Having a mother HTLV-1 seropositive, an indicator of probable vertical transmission, made no statistical difference in relation to the speed of progress to confinement to a wheelchair, perhaps due to the small number of cases. However, the average time for the onset of symptoms in these patients is roughly 13 years lower than for the other patients (31.9 vs. 45.4 years of age; p< 0.001). This fact has already been described in other studies and points out to the potential for earlier presentation of myelopathy in those infected since birth. However, in this study, this did not mean a worse prognosis, since the evolution time to total gait disability.

Blood transfusion had no prognostic value, perhaps because only a small number of patients had received blood transfusions prior to December of 1992. This date is significant as, routine screening for HTLV-1 antibodies in Brazilian blood banks began in early 1993 [21].

Previous studies suggest that HAM/TSP would have a greater neurological progression in the first year after the onset of symptoms, followed by the stabilization of the clinical profile [21,22]. This study demonstrates that individuals that present a more serious presentation at beginning, requiring the use of some support for walking within a period less than or equal to three years, lose the ability to walk roughly 11 years earlier.

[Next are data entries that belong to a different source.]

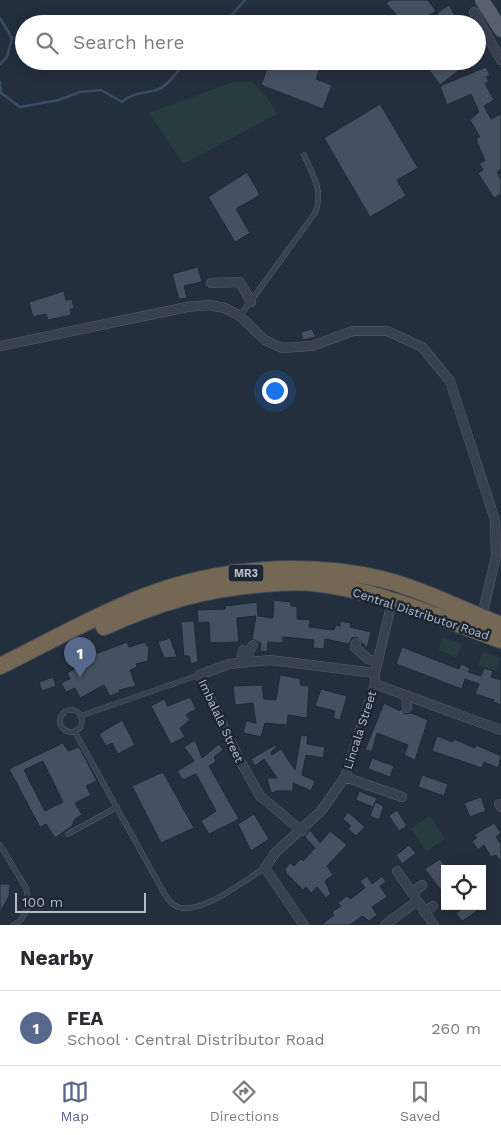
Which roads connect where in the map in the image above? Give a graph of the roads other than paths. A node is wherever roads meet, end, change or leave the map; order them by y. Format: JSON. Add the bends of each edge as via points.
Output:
{"nodes":[{"id":1,"x":482,"y":0,"type":"edge"},
{"id":2,"x":474,"y":12,"type":"dead end"},
{"id":3,"x":476,"y":15,"type":"edge"},
{"id":4,"x":501,"y":30,"type":"edge"},
{"id":5,"x":486,"y":33,"type":"edge"},
{"id":6,"x":501,"y":60,"type":"edge"},
{"id":7,"x":304,"y":156,"type":"dead end"},
{"id":8,"x":211,"y":283,"type":"dead end"},
{"id":9,"x":251,"y":302,"type":"junction"},
{"id":10,"x":240,"y":316,"type":"junction"},
{"id":11,"x":0,"y":346,"type":"edge"},
{"id":12,"x":396,"y":584,"type":"junction"},
{"id":13,"x":392,"y":602,"type":"junction"},
{"id":14,"x":479,"y":625,"type":"junction"},
{"id":15,"x":501,"y":625,"type":"edge"},
{"id":16,"x":501,"y":640,"type":"edge"},
{"id":17,"x":356,"y":643,"type":"dead end"},
{"id":18,"x":253,"y":645,"type":"dead end"},
{"id":19,"x":243,"y":650,"type":"dead end"},
{"id":20,"x":245,"y":662,"type":"junction"},
{"id":21,"x":378,"y":662,"type":"junction"},
{"id":22,"x":0,"y":666,"type":"edge"},
{"id":23,"x":376,"y":673,"type":"junction"},
{"id":24,"x":199,"y":675,"type":"junction"},
{"id":25,"x":0,"y":678,"type":"edge"},
{"id":26,"x":375,"y":684,"type":"junction"},
{"id":27,"x":406,"y":695,"type":"junction"},
{"id":28,"x":407,"y":708,"type":"dead end"},
{"id":29,"x":80,"y":716,"type":"junction"},
{"id":30,"x":501,"y":730,"type":"edge"},
{"id":31,"x":75,"y":732,"type":"junction"},
{"id":32,"x":345,"y":777,"type":"junction"},
{"id":33,"x":402,"y":797,"type":"dead end"},
{"id":34,"x":117,"y":807,"type":"junction"},
{"id":35,"x":302,"y":831,"type":"junction"},
{"id":36,"x":68,"y":834,"type":"dead end"},
{"id":37,"x":0,"y":845,"type":"edge"},
{"id":38,"x":264,"y":868,"type":"junction"},
{"id":39,"x":398,"y":871,"type":"dead end"},
{"id":40,"x":422,"y":885,"type":"dead end"},
{"id":41,"x":412,"y":893,"type":"junction"},
{"id":42,"x":417,"y":901,"type":"junction"},
{"id":43,"x":433,"y":906,"type":"dead end"},
{"id":44,"x":424,"y":912,"type":"junction"},
{"id":45,"x":391,"y":923,"type":"edge"},
{"id":46,"x":13,"y":925,"type":"edge"},
{"id":47,"x":304,"y":925,"type":"edge"},
{"id":48,"x":434,"y":925,"type":"edge"}],
"edges":[{"from":1,"to":4,"type":"main road"},
{"from":2,"to":3,"type":"street"},
{"from":5,"to":6,"type":"street"},
{"from":7,"to":9,"type":"lane","via":[[318,184],[320,202]]},
{"from":8,"to":9,"type":"street","via":[[240,282]]},
{"from":9,"to":10,"type":"lane"},
{"from":10,"to":11,"type":"street","via":[[210,305],[187,306]]},
{"from":10,"to":14,"type":"street","via":[[265,340],[282,348],[312,346],[353,332],[387,331],[422,347],[450,381],[495,520],[496,556]]},
{"from":12,"to":13,"type":"street","name":"Lincala Street"},
{"from":12,"to":14,"type":"highway","name":"Central Distributor Road","number":"MR3"},
{"from":12,"to":22,"type":"highway","name":"Central Distributor Road","number":"MR3","via":[[350,573],[290,569],[202,579],[142,597]]},
{"from":13,"to":14,"type":"highway","name":"Central Distributor Road","number":"MR3"},
{"from":13,"to":21,"type":"street","name":"Lincala Street"},
{"from":13,"to":25,"type":"highway","name":"Central Distributor Road","number":"MR3","via":[[313,583],[234,586],[202,592],[143,610]]},
{"from":14,"to":15,"type":"highway","name":"Central Distributor Road","number":"MR3"},
{"from":14,"to":16,"type":"highway","name":"Central Distributor Road","number":"MR3"},
{"from":17,"to":21,"type":"street","via":[[355,647],[361,654]]},
{"from":18,"to":20,"type":"street"},
{"from":19,"to":20,"type":"street"},
{"from":20,"to":23,"type":"street","name":"Imbalala Street","via":[[307,663]]},
{"from":20,"to":24,"type":"street","name":"Imbalala Street"},
{"from":21,"to":23,"type":"street","name":"Lincala Street"},
{"from":23,"to":26,"type":"street","name":"Lincala Street"},
{"from":24,"to":29,"type":"lane"},
{"from":24,"to":35,"type":"street","name":"Imbalala Street","via":[[260,796]]},
{"from":26,"to":27,"type":"street"},
{"from":26,"to":32,"type":"street","name":"Lincala Street"},
{"from":27,"to":28,"type":"street"},
{"from":27,"to":30,"type":"street"},
{"from":29,"to":31,"type":"lane","via":[[81,727]]},
{"from":29,"to":31,"type":"lane","via":[[71,710],[60,719],[64,730]]},
{"from":31,"to":34,"type":"lane"},
{"from":32,"to":33,"type":"street"},
{"from":32,"to":35,"type":"street","name":"Lincala Street"},
{"from":34,"to":36,"type":"lane"},
{"from":34,"to":38,"type":"lane","via":[[173,905],[192,910]]},
{"from":35,"to":38,"type":"street","name":"Lincala Street"},
{"from":37,"to":46,"type":"lane","via":[[26,888],[29,905]]},
{"from":38,"to":47,"type":"street"},
{"from":39,"to":41,"type":"street"},
{"from":40,"to":41,"type":"street"},
{"from":41,"to":42,"type":"street"},
{"from":42,"to":44,"type":"street"},
{"from":42,"to":45,"type":"street"},
{"from":43,"to":44,"type":"street"},
{"from":44,"to":48,"type":"street"}]}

HTLV-1-associated myelopathy, despite being rare, is a serious, debilitating illness that progresses with an elevated morbidity rate, compromising the ability to engage in day-to-day activities and the quality of life. There have been few investigations into the natural course of this pathology.

This study identified four clinical markers for worse evolution of the disease: the onset of symptoms after the age of 60; early need for support for walking (up to 36 months), movement amplitude limitations in the lower limbs and lesion at the thoracic neurological level. These factors must be continually monitored and the population at risk must receive special attention from rehabilitation professionals.

The control of spasticity with medication and therapeutic exercise and the prevention of the shortening of muscles by stretching must be begun early, because this may benefit patients.

The host’s clinical and epidemiological factors explain a small part of the variability and seriousness of the clinical expression of this disease. Studies that evaluate the different virus-host interactions in an effort to identify factors related to the viral antigens and proviral load, in addition to immune response elements, such as the expression of T CD4+ e T CD8+ lymphocyte activation molecules are also important.